> _What to produce_: Count the lines below holding "than" and answer with that number only.

> _Material for this exercise_:
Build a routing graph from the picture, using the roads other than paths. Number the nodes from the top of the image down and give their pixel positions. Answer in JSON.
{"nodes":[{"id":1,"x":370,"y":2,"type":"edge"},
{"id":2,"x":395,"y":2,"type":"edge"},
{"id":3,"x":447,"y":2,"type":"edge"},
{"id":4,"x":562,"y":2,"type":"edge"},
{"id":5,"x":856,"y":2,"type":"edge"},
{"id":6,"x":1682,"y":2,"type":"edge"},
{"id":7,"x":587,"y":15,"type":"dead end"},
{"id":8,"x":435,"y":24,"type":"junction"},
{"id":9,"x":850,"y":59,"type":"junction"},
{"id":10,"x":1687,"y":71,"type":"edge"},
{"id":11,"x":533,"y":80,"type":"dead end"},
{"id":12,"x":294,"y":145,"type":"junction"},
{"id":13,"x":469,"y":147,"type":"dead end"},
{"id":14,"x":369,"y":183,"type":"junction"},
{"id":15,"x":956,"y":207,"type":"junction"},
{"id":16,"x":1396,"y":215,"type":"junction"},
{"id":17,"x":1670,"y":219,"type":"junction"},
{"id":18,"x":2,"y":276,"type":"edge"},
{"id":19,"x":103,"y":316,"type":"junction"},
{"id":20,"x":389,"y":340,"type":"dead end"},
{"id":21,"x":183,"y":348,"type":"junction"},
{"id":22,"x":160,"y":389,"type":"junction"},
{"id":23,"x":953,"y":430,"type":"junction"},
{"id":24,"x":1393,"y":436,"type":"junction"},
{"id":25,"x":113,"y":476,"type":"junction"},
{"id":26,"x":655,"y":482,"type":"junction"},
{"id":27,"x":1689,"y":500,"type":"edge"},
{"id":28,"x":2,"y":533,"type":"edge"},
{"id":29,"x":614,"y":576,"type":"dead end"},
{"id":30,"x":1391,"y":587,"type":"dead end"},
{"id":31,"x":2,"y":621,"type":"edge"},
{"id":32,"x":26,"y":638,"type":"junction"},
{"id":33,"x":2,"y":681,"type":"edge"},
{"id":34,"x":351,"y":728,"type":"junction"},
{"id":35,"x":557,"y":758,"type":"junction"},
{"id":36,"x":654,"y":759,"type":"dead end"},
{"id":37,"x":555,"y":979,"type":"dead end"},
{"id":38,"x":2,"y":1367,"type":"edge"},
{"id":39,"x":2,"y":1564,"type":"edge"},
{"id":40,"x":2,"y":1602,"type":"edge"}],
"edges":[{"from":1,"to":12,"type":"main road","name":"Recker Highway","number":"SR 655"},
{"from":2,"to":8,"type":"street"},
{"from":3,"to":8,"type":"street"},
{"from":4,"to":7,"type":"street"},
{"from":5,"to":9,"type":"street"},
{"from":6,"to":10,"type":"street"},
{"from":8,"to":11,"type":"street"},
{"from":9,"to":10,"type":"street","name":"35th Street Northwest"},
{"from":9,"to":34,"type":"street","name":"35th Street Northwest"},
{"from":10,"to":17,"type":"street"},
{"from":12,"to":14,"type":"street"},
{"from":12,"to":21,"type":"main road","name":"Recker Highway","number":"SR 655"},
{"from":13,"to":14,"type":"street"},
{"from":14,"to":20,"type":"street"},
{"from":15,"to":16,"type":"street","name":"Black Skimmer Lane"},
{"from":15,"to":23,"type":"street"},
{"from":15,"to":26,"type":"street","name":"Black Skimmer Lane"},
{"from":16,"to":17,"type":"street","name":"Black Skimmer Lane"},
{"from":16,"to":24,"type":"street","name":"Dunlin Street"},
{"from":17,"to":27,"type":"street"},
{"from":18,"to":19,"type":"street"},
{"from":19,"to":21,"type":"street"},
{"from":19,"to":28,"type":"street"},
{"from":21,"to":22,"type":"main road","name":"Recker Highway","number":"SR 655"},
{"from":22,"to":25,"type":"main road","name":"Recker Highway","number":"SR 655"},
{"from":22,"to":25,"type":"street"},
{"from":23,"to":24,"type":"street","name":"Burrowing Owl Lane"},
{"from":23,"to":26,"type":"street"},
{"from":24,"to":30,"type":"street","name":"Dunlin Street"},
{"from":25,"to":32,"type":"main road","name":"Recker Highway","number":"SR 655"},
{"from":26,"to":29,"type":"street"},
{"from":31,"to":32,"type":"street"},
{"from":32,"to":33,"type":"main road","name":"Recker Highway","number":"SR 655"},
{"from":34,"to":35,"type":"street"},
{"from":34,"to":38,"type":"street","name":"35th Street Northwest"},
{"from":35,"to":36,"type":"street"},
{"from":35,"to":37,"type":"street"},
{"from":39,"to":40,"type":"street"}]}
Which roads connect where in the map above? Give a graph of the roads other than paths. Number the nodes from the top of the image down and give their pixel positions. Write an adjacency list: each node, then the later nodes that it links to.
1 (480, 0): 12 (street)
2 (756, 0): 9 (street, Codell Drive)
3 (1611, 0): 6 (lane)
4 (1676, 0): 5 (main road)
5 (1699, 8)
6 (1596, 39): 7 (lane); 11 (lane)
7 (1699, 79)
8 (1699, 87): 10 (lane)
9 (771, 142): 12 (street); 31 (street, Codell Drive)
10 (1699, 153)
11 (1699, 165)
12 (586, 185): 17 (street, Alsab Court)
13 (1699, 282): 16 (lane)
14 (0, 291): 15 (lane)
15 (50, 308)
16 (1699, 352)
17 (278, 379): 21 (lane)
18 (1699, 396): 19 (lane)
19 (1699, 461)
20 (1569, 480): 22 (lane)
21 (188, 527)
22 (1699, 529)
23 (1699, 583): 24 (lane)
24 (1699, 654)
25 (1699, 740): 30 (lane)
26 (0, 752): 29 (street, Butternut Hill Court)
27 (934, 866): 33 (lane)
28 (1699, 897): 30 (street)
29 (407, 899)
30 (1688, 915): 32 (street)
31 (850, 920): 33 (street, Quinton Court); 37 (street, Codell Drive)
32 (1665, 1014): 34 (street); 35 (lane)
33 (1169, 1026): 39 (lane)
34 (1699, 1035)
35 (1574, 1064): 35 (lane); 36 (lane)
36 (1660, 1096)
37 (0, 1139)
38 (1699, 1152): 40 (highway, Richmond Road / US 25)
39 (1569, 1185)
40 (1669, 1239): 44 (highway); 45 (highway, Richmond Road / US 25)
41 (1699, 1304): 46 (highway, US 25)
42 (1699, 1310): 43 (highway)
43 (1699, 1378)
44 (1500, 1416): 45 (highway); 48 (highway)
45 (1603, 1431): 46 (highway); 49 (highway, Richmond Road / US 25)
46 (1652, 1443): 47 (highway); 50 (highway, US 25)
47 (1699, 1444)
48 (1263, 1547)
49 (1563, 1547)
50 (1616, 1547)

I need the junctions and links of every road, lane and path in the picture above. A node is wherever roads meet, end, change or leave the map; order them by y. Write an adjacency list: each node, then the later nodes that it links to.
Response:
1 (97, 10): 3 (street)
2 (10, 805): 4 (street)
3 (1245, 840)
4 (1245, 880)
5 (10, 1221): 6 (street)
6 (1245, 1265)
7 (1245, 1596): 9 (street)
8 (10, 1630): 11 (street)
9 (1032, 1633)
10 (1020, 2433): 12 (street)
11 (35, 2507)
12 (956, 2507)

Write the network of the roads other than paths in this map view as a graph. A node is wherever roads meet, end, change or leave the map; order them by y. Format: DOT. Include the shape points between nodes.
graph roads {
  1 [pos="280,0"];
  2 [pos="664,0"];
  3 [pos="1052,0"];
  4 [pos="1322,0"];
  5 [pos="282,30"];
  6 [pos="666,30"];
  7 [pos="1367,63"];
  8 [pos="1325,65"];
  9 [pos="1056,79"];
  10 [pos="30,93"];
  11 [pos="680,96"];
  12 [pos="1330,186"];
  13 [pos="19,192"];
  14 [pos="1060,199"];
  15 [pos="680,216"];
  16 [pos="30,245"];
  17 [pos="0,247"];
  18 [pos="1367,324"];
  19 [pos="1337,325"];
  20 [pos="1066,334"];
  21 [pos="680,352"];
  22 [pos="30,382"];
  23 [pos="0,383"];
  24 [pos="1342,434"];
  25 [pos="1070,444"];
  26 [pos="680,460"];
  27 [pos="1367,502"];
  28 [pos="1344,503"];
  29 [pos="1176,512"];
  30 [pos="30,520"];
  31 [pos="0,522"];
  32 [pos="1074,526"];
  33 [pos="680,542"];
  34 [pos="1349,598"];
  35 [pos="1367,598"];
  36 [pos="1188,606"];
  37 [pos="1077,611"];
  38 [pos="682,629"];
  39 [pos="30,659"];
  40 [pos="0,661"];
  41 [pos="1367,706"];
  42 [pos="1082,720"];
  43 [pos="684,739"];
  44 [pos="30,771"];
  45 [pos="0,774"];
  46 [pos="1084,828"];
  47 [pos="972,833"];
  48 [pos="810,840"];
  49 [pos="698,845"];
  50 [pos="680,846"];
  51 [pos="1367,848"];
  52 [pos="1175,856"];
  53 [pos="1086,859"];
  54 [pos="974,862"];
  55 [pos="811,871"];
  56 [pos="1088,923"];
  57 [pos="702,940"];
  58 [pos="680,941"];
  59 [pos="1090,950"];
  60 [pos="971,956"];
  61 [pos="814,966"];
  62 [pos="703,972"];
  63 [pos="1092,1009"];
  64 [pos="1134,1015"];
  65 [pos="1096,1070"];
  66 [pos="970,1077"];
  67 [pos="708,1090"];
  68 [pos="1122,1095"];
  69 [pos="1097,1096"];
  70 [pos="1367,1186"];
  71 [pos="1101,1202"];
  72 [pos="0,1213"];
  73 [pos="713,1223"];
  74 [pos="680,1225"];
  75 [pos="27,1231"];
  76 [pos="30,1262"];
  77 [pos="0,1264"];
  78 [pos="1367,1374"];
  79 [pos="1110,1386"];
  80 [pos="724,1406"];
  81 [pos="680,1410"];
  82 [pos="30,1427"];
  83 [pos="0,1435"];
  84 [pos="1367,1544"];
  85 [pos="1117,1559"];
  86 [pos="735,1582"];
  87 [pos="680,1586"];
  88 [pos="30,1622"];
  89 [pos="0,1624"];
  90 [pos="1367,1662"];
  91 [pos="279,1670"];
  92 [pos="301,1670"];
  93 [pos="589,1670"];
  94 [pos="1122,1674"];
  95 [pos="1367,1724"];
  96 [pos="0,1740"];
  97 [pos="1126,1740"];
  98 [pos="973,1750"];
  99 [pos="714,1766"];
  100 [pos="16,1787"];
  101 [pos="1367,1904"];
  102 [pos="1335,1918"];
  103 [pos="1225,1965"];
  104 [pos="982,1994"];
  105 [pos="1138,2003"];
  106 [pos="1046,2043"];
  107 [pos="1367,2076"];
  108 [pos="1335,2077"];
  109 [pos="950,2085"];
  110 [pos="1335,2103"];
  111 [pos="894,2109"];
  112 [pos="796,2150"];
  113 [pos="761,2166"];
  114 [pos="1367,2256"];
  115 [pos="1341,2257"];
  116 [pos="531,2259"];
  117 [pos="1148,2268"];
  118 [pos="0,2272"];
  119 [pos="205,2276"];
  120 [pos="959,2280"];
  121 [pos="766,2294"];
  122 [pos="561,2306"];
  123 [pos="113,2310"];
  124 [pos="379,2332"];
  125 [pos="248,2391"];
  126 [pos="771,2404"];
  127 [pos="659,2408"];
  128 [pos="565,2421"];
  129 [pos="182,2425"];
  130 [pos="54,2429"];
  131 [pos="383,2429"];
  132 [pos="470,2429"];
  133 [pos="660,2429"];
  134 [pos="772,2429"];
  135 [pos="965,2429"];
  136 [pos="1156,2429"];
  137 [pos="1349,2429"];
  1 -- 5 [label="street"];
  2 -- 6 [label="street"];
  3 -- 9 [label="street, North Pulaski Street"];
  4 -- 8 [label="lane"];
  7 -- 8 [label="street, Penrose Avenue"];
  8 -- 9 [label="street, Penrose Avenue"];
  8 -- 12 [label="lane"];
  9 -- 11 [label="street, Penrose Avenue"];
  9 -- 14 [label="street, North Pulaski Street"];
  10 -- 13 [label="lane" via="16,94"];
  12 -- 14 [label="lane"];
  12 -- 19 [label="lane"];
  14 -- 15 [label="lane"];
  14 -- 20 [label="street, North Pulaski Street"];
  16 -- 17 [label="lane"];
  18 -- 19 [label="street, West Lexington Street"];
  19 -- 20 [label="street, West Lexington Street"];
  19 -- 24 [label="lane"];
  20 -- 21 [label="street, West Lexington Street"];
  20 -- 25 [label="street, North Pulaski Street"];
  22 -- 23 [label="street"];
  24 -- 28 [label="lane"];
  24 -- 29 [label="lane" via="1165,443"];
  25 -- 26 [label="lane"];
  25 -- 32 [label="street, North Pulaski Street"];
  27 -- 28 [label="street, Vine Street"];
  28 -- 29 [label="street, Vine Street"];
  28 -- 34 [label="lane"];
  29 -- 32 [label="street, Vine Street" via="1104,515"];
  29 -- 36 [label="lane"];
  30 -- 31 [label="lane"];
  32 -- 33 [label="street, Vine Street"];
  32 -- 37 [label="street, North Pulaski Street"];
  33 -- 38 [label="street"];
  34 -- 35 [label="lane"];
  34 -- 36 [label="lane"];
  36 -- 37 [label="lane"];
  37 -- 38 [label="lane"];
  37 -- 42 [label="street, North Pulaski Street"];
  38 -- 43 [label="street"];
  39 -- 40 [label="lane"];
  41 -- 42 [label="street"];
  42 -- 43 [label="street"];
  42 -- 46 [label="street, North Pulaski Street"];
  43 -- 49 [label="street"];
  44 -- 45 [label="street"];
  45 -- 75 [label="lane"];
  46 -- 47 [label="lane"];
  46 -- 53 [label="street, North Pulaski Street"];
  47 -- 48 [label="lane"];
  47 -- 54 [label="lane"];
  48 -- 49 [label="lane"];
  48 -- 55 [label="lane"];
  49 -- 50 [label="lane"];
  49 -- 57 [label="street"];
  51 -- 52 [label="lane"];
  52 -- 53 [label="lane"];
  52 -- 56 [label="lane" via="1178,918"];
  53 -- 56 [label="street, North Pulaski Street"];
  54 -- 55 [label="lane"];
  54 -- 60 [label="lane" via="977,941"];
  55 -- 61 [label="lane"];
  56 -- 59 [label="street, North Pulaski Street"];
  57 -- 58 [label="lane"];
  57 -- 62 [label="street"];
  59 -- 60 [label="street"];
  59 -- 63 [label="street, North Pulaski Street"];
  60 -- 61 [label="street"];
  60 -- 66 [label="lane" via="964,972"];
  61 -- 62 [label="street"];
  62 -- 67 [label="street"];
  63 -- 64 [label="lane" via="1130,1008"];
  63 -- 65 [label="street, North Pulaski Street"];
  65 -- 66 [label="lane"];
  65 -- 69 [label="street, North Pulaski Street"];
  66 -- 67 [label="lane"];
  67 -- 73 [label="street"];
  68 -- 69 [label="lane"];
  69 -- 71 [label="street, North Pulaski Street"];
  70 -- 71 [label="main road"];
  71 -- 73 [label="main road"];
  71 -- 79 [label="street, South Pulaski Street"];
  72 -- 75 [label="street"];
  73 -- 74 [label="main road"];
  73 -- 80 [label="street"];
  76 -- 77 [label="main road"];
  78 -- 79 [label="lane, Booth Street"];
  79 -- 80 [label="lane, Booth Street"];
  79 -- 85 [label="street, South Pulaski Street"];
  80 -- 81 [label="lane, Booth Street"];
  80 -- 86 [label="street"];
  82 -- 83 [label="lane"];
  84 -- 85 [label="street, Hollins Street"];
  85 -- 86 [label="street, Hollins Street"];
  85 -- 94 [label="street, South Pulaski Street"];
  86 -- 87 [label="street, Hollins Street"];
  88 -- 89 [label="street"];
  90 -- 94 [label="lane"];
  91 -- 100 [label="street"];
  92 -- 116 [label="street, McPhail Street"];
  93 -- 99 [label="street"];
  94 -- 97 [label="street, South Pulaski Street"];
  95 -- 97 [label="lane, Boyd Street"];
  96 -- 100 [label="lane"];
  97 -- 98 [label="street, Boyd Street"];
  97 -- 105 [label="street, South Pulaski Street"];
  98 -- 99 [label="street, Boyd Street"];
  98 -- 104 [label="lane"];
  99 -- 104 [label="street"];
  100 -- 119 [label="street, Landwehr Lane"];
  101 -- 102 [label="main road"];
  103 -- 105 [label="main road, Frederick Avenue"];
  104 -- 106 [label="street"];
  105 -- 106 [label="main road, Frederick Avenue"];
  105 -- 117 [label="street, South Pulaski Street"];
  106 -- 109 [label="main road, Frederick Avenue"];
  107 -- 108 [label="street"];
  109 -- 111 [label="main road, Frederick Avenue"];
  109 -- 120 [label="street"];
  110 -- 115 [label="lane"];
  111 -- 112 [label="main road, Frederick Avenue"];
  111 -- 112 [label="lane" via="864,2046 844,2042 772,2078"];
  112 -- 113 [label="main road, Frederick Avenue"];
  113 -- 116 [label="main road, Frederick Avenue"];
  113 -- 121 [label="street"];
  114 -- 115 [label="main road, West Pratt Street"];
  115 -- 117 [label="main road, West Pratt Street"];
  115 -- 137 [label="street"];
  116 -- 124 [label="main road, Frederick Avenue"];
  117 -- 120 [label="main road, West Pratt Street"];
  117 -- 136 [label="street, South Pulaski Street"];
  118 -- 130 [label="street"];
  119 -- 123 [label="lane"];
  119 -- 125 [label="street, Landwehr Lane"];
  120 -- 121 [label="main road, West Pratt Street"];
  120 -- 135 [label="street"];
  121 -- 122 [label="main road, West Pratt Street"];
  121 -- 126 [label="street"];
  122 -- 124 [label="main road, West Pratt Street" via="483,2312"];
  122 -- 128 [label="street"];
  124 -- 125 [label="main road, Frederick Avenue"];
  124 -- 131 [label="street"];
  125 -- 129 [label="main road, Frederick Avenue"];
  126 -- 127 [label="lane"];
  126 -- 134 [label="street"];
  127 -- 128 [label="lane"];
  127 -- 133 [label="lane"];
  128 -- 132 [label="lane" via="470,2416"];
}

> _Answer for the task_: 3